Caterpillar Inc. (CAT) - Get Report shares traded lower Wednesday after analysts at Deutsche Bank cut their rating on the stock amid concerns the industrial equipment maker's order book could register negative growth over the near term as the global economy slows.
Deutsche Bank analyst Chad Dillard Dillard cut his rating on the shares to "hold" from "buy" with a $128 price target and said that if order backlog growth turns negative, it normally precedes a negative earnings revision cycle by around three months. That typically sees analysts trimming estimates by as much as 45%, triggering sharp share price declines, Dillard said.

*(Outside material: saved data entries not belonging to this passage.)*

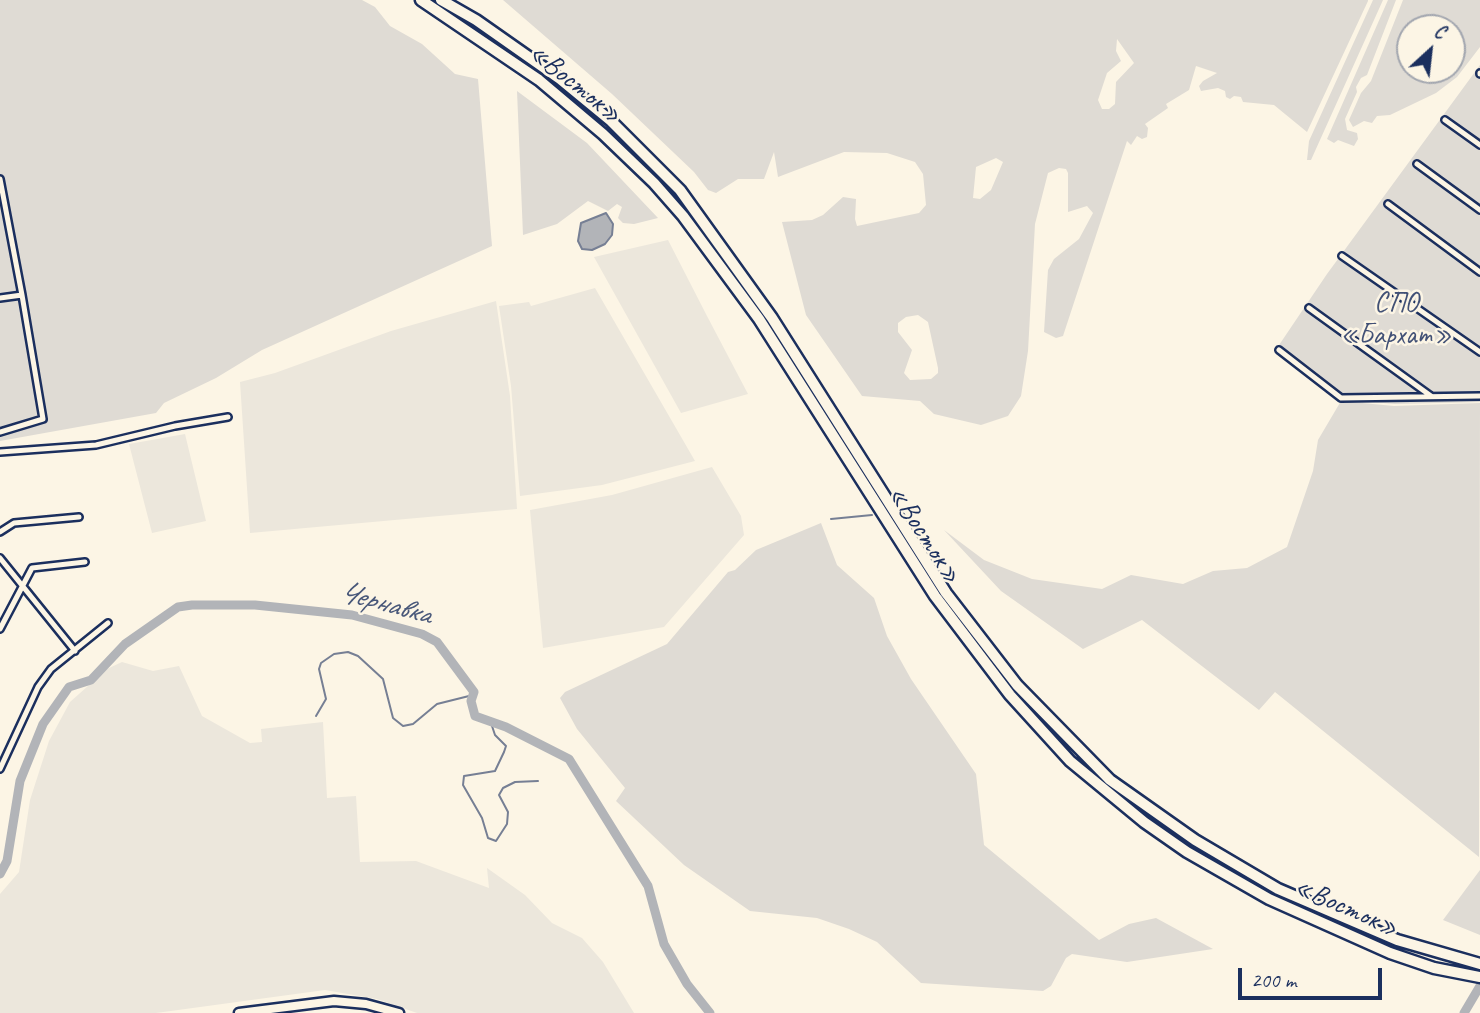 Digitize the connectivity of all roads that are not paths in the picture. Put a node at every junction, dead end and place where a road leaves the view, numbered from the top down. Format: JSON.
{"nodes":[{"id":1,"x":421,"y":0,"type":"edge"},
{"id":2,"x":441,"y":0,"type":"edge"},
{"id":3,"x":1445,"y":120,"type":"dead end"},
{"id":4,"x":1480,"y":145,"type":"edge"},
{"id":5,"x":1417,"y":164,"type":"dead end"},
{"id":6,"x":0,"y":179,"type":"edge"},
{"id":7,"x":1388,"y":204,"type":"dead end"},
{"id":8,"x":1480,"y":210,"type":"edge"},
{"id":9,"x":1342,"y":256,"type":"dead end"},
{"id":10,"x":1480,"y":272,"type":"edge"},
{"id":11,"x":22,"y":295,"type":"junction"},
{"id":12,"x":0,"y":298,"type":"edge"},
{"id":13,"x":1309,"y":308,"type":"dead end"},
{"id":14,"x":1279,"y":350,"type":"dead end"},
{"id":15,"x":1480,"y":352,"type":"edge"},
{"id":16,"x":1431,"y":396,"type":"junction"},
{"id":17,"x":1480,"y":396,"type":"edge"},
{"id":18,"x":228,"y":417,"type":"dead end"},
{"id":19,"x":0,"y":432,"type":"edge"},
{"id":20,"x":0,"y":452,"type":"edge"},
{"id":21,"x":79,"y":517,"type":"dead end"},
{"id":22,"x":0,"y":533,"type":"edge"},
{"id":23,"x":0,"y":558,"type":"edge"},
{"id":24,"x":85,"y":562,"type":"dead end"},
{"id":25,"x":22,"y":584,"type":"junction"},
{"id":26,"x":108,"y":623,"type":"dead end"},
{"id":27,"x":0,"y":629,"type":"edge"},
{"id":28,"x":75,"y":651,"type":"junction"},
{"id":29,"x":0,"y":769,"type":"edge"},
{"id":30,"x":1476,"y":963,"type":"edge"},
{"id":31,"x":1480,"y":977,"type":"edge"},
{"id":32,"x":239,"y":1013,"type":"edge"},
{"id":33,"x":399,"y":1013,"type":"edge"}],
"edges":[{"from":1,"to":31,"type":"highway","name":"«Восток»"},
{"from":2,"to":30,"type":"highway","name":"«Восток»"},
{"from":3,"to":4,"type":"street"},
{"from":5,"to":8,"type":"street"},
{"from":6,"to":11,"type":"street"},
{"from":7,"to":10,"type":"street"},
{"from":9,"to":15,"type":"street"},
{"from":11,"to":12,"type":"street"},
{"from":11,"to":19,"type":"street"},
{"from":13,"to":16,"type":"street"},
{"from":14,"to":16,"type":"street"},
{"from":16,"to":17,"type":"street"},
{"from":18,"to":20,"type":"street"},
{"from":21,"to":22,"type":"street"},
{"from":23,"to":25,"type":"street"},
{"from":24,"to":25,"type":"street"},
{"from":25,"to":27,"type":"street"},
{"from":25,"to":28,"type":"street"},
{"from":26,"to":28,"type":"street"},
{"from":28,"to":29,"type":"street"},
{"from":32,"to":33,"type":"main road"}]}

"Synchronized global growth has collapsed, the China Land Cycle is rolling over (and will continue to weaken despite the single positive data point this week)," Dillard wrote. "Europe is slowing more than expected and the US is over-saturated with construction equipment."
Caterpillar shares were marked 1% lower at $138.74 each, a move that would trim the stock's year-to-date gain to around 9.5%.
Caterpillar's order backlog at the end of the fourth quarter was $16.5 billion, down $800 million from the previous three month period but up around $700 million from the end of 2017.
"About half the backlog decline in the quarter was related to large shipments for both recip engines and turbines," CFO Andrew Bonfield told investors in late January. "Another half resulted from the slowdown of orders to support oil and gas applications in light of recent oil price volatility."
Earlier this year, Caterpillar cast a pall over the busiest week of the fourth quarter earnings season when it posted weaker-than-expected profits and forecast a "modest" in increase in 2019 sales it linked to weakening demand in China.
Caterpillar also said it expects 2019 profit to increase to a range of $11.75 to $12.75 per share, compared to the Refinitiv consensus forecast of $12.73 per share, while the warning sent shares down more than 9%, the biggest single-day decline in nearly 10 years.
Caterpillar was also named as a potential target for European Union officials if President Donald Trump decides to impose tariffs on European automakers later this year, according to a recent report from Bloomberg.
In late February, UBS cut its rating on the industrial equipment maker to "sell" from "buy" and cautioned that revenue and earnings forecasts will be pressured in a slowing global economy. UBS argued that key revenue drivers for the Peoria, Illinois-based group, including construction markets in North America and China as well as oil and gas production, will peak in 2019.
That likely means earnings forecasts for 2020, which sit at a consensus of $13.27 per share and imply 8% year-on-year growth, are too high.
Caterpillar will publish its first quarter earnings on April 24.